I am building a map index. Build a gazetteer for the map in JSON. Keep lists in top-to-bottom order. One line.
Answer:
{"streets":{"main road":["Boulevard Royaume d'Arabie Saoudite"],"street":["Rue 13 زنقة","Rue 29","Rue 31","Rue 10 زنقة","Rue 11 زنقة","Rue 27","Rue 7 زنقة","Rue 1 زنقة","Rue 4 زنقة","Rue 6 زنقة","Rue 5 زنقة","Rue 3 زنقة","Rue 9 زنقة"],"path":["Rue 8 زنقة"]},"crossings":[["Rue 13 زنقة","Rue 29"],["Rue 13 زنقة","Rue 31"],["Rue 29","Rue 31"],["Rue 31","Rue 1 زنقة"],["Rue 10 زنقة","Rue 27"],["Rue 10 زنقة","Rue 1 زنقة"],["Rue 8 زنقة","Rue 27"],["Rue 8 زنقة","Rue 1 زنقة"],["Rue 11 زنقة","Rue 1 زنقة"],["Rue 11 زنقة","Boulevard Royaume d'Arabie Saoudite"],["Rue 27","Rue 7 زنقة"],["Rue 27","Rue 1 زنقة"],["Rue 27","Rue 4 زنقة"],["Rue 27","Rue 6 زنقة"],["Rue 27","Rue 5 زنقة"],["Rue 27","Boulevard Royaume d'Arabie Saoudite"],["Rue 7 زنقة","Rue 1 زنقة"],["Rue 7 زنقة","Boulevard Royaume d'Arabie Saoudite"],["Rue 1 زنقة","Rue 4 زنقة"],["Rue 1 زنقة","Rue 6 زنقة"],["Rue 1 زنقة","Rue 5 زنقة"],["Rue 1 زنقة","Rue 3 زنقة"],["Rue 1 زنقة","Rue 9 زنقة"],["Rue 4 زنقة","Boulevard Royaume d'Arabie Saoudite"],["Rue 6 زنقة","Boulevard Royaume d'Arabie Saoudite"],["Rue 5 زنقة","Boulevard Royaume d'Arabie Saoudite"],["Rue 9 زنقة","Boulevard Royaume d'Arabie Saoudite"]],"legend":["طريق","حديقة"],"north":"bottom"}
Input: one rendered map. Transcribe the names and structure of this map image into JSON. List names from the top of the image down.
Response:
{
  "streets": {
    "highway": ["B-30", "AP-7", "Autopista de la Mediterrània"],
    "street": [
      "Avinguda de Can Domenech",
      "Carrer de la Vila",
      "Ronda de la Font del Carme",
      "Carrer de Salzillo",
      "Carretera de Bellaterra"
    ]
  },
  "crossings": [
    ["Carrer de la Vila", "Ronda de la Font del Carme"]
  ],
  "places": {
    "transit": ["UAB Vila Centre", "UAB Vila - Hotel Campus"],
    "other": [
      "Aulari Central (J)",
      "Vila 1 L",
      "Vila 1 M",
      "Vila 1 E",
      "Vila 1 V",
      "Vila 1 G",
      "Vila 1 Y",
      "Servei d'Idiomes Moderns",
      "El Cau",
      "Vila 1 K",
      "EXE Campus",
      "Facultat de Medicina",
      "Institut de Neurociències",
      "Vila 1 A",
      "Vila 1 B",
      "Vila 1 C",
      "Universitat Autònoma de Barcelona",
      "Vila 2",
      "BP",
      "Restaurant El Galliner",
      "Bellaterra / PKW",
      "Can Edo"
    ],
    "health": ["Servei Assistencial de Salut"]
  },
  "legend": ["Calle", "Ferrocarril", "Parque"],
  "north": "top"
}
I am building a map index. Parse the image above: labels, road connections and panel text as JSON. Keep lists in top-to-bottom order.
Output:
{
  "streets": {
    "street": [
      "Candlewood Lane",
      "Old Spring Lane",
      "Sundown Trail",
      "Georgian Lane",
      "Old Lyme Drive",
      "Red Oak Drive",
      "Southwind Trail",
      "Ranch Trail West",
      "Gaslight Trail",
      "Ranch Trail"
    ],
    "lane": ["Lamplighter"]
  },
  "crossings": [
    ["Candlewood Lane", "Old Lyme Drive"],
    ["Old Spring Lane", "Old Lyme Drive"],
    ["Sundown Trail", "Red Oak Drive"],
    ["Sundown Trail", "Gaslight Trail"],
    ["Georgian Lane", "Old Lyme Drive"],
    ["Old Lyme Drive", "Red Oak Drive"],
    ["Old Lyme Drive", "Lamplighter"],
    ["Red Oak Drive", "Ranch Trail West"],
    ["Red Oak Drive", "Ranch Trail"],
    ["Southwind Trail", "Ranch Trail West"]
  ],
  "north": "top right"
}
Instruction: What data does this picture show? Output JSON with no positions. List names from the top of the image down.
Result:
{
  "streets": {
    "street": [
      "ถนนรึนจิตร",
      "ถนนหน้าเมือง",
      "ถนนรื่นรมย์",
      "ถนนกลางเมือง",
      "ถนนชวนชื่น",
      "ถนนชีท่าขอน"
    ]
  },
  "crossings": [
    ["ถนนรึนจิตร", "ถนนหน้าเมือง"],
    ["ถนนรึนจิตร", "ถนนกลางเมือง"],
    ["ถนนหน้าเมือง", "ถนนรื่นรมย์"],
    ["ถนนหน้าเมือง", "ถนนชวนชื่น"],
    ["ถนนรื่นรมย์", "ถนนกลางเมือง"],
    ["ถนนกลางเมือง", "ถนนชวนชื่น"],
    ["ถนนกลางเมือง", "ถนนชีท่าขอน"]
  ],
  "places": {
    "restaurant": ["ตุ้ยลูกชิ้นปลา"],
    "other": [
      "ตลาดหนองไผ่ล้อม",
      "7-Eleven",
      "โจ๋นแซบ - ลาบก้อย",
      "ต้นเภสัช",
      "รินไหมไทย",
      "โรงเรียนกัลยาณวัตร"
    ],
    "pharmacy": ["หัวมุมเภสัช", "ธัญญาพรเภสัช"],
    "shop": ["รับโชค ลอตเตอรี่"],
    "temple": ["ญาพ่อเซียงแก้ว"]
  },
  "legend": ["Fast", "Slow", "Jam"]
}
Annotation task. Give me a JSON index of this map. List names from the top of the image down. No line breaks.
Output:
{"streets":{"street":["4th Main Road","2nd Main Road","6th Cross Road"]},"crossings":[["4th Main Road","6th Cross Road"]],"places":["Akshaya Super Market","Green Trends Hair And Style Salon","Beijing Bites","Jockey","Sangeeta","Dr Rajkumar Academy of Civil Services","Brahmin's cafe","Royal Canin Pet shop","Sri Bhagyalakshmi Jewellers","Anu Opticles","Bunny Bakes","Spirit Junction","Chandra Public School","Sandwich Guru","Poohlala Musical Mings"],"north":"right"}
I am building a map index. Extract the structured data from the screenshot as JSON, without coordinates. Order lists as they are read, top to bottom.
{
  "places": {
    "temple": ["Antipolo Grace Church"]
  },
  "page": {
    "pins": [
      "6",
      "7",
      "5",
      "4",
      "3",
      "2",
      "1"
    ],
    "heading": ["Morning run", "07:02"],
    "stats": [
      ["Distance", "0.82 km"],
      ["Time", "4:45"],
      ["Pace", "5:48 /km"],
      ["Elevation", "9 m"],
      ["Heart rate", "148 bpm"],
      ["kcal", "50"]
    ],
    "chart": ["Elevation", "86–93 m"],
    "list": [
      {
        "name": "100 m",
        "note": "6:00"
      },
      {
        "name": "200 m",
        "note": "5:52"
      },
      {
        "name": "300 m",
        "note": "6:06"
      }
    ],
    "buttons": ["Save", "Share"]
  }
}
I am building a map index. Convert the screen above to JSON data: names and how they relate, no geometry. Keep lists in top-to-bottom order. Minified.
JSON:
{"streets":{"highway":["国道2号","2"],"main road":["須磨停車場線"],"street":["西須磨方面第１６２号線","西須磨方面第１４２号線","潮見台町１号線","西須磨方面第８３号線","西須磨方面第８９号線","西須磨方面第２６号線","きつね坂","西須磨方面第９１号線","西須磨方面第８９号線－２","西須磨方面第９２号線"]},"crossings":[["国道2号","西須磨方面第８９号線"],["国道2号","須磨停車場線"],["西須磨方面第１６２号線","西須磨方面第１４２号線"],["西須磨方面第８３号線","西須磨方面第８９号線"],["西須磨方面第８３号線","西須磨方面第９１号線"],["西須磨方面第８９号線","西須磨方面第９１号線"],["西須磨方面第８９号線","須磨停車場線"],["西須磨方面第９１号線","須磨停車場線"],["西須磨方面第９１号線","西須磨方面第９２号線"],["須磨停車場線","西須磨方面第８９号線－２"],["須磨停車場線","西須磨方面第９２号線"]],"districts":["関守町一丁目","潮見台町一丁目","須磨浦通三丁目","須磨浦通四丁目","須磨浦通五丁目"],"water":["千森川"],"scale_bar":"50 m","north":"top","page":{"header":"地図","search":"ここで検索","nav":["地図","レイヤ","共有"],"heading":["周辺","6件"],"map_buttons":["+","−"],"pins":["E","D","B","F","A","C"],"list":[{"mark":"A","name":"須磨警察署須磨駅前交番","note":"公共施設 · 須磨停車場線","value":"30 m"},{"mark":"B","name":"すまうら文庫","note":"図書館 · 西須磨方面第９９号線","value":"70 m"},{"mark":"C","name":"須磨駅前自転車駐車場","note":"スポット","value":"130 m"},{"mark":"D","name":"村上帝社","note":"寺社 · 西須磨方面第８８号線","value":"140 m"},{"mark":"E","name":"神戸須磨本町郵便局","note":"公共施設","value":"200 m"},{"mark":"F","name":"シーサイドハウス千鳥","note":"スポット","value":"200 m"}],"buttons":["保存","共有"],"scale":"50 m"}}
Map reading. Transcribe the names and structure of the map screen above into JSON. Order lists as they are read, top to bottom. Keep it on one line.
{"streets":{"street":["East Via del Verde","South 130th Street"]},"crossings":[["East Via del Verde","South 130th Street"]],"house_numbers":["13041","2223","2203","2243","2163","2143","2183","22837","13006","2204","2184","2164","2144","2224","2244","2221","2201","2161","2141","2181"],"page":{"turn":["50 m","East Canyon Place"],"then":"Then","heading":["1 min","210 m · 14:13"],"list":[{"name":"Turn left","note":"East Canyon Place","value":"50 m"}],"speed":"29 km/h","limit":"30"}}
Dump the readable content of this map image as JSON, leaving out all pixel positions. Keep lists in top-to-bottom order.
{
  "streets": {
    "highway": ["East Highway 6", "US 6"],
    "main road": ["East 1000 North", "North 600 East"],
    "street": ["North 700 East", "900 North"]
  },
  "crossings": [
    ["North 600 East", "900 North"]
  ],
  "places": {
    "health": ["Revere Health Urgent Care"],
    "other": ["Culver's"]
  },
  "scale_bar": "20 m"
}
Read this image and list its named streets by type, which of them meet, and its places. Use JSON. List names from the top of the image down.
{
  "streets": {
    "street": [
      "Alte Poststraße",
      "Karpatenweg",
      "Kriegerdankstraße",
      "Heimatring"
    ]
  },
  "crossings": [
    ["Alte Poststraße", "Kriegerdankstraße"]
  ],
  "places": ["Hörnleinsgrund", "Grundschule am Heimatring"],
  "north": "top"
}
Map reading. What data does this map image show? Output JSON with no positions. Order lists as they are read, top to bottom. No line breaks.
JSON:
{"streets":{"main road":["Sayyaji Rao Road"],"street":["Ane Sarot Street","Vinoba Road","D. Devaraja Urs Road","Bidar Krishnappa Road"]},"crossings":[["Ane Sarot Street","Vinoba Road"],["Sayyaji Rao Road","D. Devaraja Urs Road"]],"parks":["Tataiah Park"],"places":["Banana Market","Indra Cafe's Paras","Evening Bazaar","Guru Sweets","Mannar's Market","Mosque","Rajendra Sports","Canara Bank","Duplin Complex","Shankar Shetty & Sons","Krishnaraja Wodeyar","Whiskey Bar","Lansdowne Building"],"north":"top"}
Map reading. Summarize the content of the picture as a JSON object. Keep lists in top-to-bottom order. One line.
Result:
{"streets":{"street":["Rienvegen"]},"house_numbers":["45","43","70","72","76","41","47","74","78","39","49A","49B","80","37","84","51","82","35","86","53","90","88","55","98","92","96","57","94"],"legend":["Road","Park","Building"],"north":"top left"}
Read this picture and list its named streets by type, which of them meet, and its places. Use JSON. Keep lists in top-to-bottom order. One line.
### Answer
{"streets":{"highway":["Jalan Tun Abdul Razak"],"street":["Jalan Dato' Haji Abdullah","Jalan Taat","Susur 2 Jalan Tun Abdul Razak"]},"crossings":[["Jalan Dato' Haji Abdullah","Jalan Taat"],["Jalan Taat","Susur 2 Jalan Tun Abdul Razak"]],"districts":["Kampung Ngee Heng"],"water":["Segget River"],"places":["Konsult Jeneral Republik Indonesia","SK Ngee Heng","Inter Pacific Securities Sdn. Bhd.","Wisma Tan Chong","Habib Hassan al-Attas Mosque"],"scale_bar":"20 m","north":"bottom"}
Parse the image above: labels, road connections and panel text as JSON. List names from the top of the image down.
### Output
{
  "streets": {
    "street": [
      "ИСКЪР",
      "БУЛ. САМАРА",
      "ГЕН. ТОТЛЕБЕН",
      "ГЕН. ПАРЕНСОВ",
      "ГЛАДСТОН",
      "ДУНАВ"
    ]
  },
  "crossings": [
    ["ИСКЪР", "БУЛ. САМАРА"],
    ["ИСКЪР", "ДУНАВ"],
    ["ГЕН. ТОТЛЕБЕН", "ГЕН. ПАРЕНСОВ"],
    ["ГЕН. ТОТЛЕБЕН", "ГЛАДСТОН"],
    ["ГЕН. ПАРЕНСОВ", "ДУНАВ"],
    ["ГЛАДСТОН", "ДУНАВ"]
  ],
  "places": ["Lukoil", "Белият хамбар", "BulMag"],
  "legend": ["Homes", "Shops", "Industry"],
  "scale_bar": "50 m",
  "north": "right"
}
-=-=-
> **Problem requirements**:
In the entries above, find each line that has the word "connections". Copy it.

> **Result of this task**:
I am building a map index. Parse the image above: labels, road connections and panel text as JSON. Keep lists in top-to-bottom order.
Parse the image above: labels, road connections and panel text as JSON. List names from the top of the image down.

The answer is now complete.